▶ **How to complete this task**
Write the data out in full and word for word. Do not include images.

——

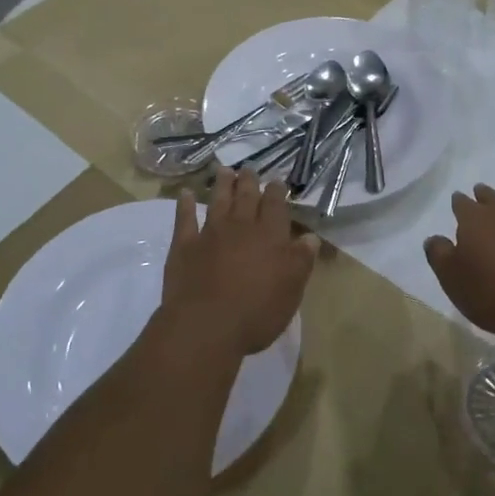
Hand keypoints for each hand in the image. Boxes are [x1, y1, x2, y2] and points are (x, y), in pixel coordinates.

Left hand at [161, 167, 319, 357]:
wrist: (206, 327)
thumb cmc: (257, 311)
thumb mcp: (292, 290)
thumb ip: (301, 260)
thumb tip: (310, 237)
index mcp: (270, 236)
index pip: (275, 206)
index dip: (277, 191)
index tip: (277, 181)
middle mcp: (240, 227)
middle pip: (246, 197)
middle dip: (249, 181)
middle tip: (249, 168)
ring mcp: (210, 234)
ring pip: (218, 201)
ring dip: (222, 185)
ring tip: (224, 170)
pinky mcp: (184, 246)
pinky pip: (184, 219)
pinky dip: (185, 205)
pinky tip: (184, 194)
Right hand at [424, 184, 494, 339]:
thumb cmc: (491, 292)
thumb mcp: (452, 278)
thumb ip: (439, 254)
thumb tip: (434, 238)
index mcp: (475, 219)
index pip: (462, 203)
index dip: (458, 202)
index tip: (457, 200)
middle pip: (492, 197)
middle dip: (484, 195)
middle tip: (480, 194)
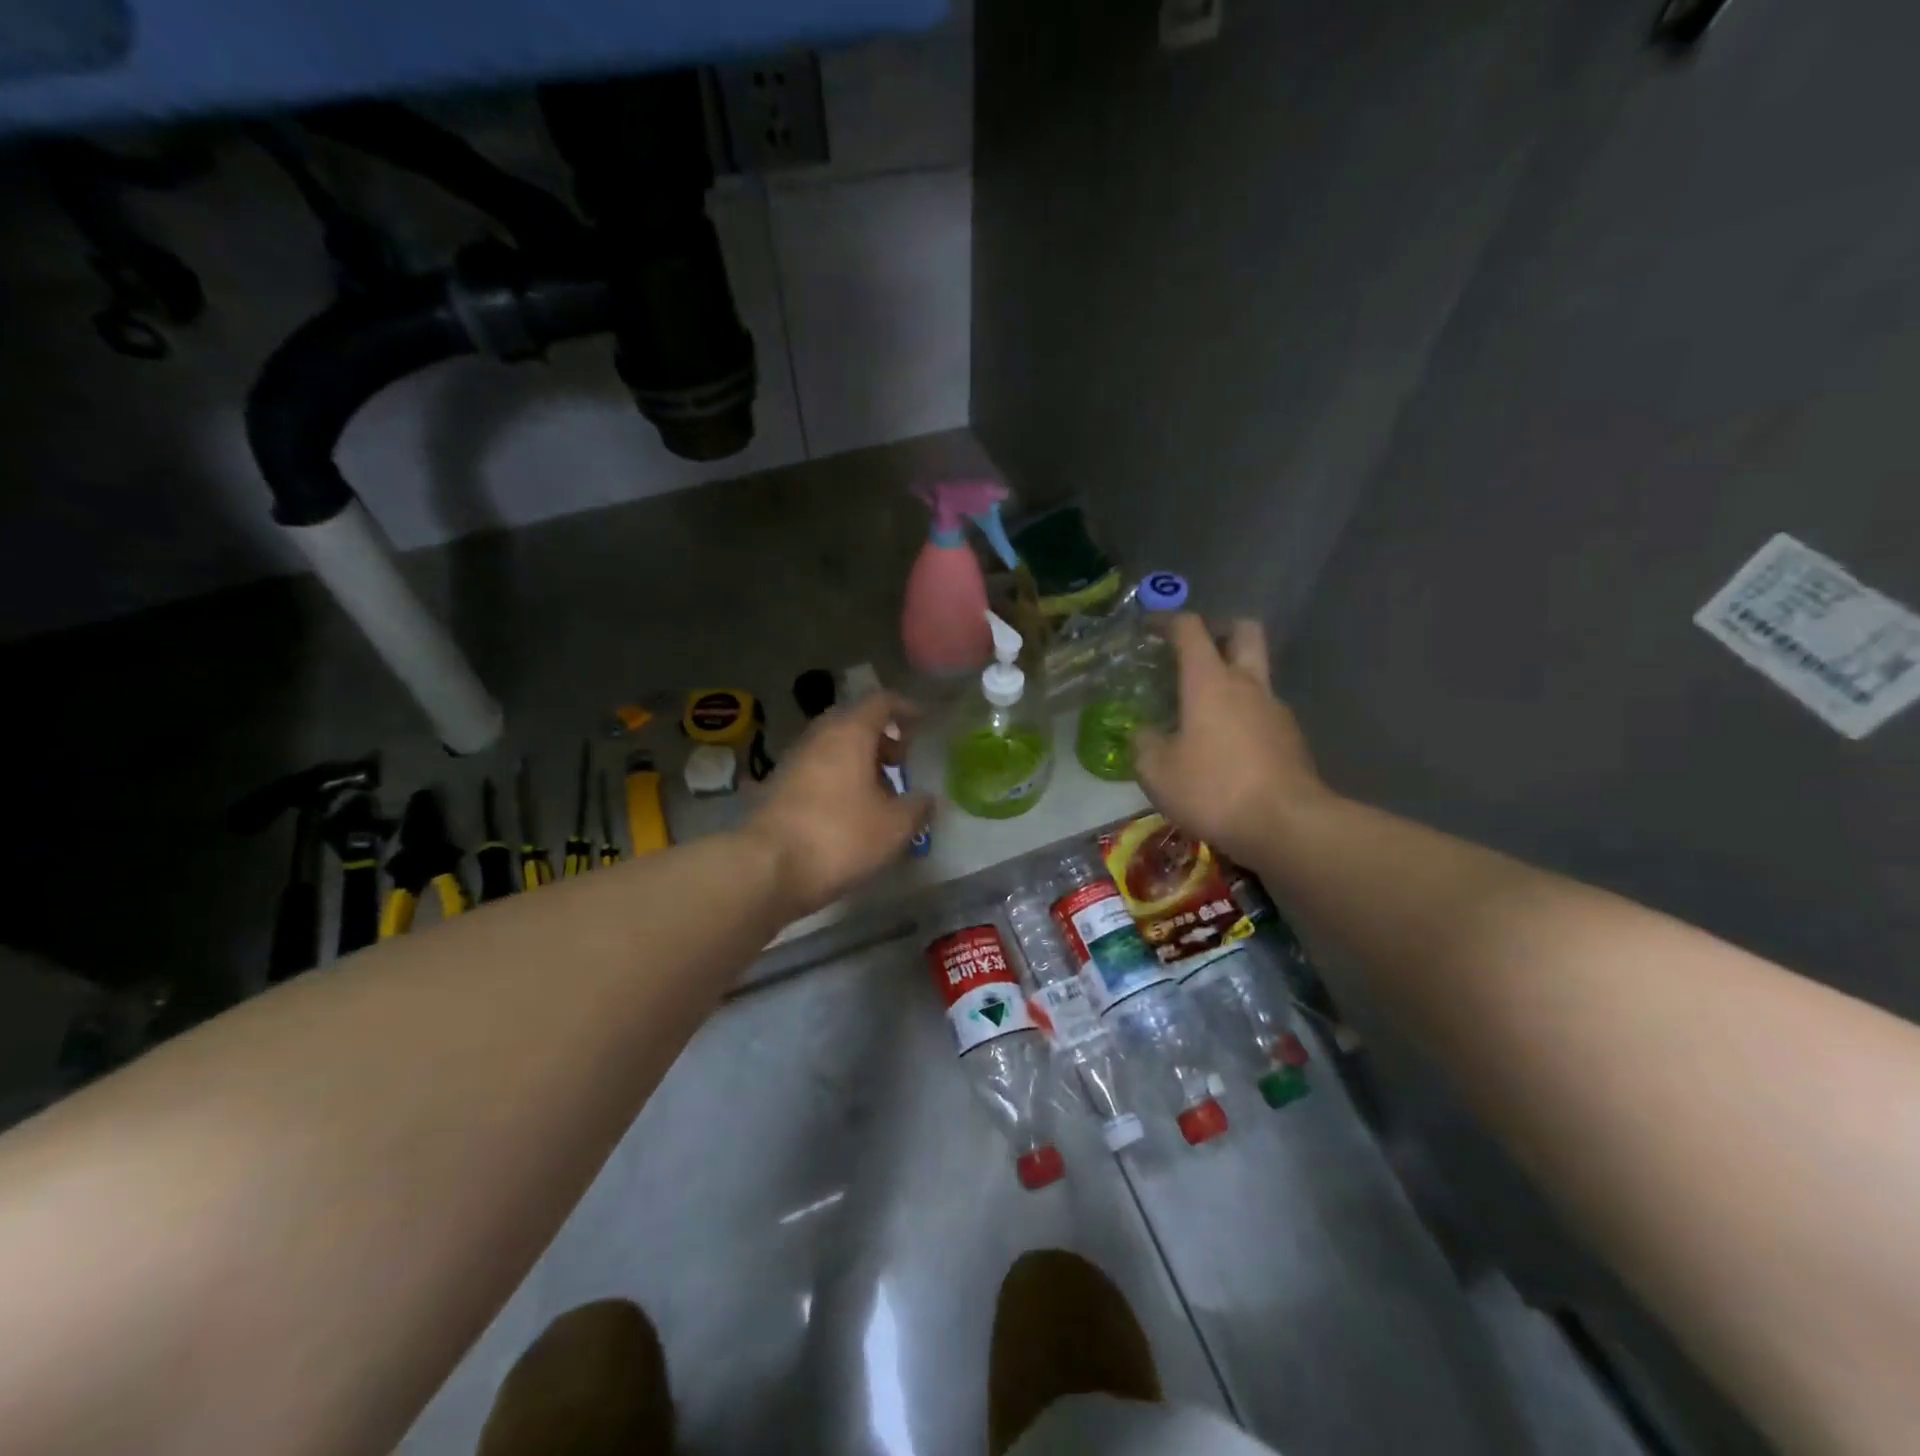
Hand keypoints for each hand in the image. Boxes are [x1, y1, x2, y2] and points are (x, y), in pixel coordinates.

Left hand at [744, 691, 933, 919]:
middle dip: (882, 738)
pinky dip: (838, 778)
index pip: (881, 702)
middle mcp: (818, 737)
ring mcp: (793, 760)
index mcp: (849, 732)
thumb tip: (926, 799)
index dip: (906, 708)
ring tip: (880, 792)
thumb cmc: (839, 836)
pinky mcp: (777, 787)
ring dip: (859, 760)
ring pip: (833, 747)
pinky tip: (849, 811)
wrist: (766, 867)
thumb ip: (917, 808)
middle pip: (854, 722)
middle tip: (902, 761)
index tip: (924, 723)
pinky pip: (817, 770)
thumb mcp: (894, 827)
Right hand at [1134, 615, 1333, 864]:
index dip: (1168, 621)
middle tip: (1195, 650)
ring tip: (1203, 710)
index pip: (1190, 629)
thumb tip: (1144, 733)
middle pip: (1244, 631)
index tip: (1150, 627)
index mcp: (1210, 681)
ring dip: (1232, 679)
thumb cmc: (1213, 789)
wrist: (1287, 825)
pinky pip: (1263, 712)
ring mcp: (1276, 710)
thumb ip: (1144, 744)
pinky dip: (1244, 715)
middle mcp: (1248, 685)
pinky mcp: (1292, 739)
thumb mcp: (1157, 771)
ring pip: (1256, 675)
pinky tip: (1225, 747)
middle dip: (1220, 630)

——

▶ **Solution to this problem**
Hand keypoints for each hand in the image. Boxes are [x1, y1, x2, y2] and points are (x, y), in pixel coordinates.

Left hand at [161, 167, 319, 357]:
wrist: (206, 327)
thumb cmc: (257, 311)
thumb mcp: (292, 290)
thumb ip: (301, 260)
thumb tip: (310, 237)
index mcp: (270, 236)
index pip: (275, 206)
index dip: (277, 191)
index tip: (277, 181)
middle mcp: (240, 227)
middle pip: (246, 197)
middle dip: (249, 181)
middle tip: (249, 168)
ring mcp: (210, 234)
ring pip: (218, 201)
ring dip: (222, 185)
ring tip: (224, 170)
pinky mcp: (184, 246)
pinky pip: (184, 219)
pinky dip: (185, 205)
pinky tip: (184, 194)
Right hand at [424, 184, 494, 339]:
thumb cmc: (491, 292)
thumb mcp: (452, 278)
thumb ip: (439, 254)
thumb tip: (434, 238)
index mcp: (475, 219)
index pip: (462, 203)
index dip: (458, 202)
index tip: (457, 200)
middle pip: (492, 197)
middle dip: (484, 195)
middle tip: (480, 194)
Hand keypoints for each hand in the image. Boxes are [x1, y1, x2, y2] and points are (x, y), in pixel coordinates.

Left hand at [744, 691, 933, 919]:
middle dip: (882, 738)
pinky dip: (838, 778)
index pip: (881, 702)
middle mcp: (818, 737)
ring mcp: (793, 760)
index mcp: (849, 732)
thumb tip: (926, 799)
index dip: (906, 708)
ring tip: (880, 792)
thumb cmc: (839, 836)
pinky mcp: (777, 787)
ring dip: (859, 760)
ring pip: (833, 747)
pinky tip: (849, 811)
wrist: (766, 867)
thumb ip: (917, 808)
middle pip: (854, 722)
middle tip: (902, 761)
index tip: (924, 723)
pinky pip: (817, 770)
thumb mcp: (894, 827)
Right hand at [1134, 615, 1333, 864]:
index dip: (1168, 621)
middle tip: (1195, 650)
ring tip: (1203, 710)
index pip: (1190, 629)
thumb tip: (1144, 733)
middle pip: (1244, 631)
index tip: (1150, 627)
index mcp: (1210, 681)
ring dip: (1232, 679)
thumb cmc: (1213, 789)
wrist: (1287, 825)
pinky pip: (1263, 712)
ring mcp: (1276, 710)
thumb ip: (1144, 744)
pinky dip: (1244, 715)
middle mcp: (1248, 685)
pinky mcp: (1292, 739)
thumb mcp: (1157, 771)
ring pip: (1256, 675)
pinky tip: (1225, 747)
middle dip: (1220, 630)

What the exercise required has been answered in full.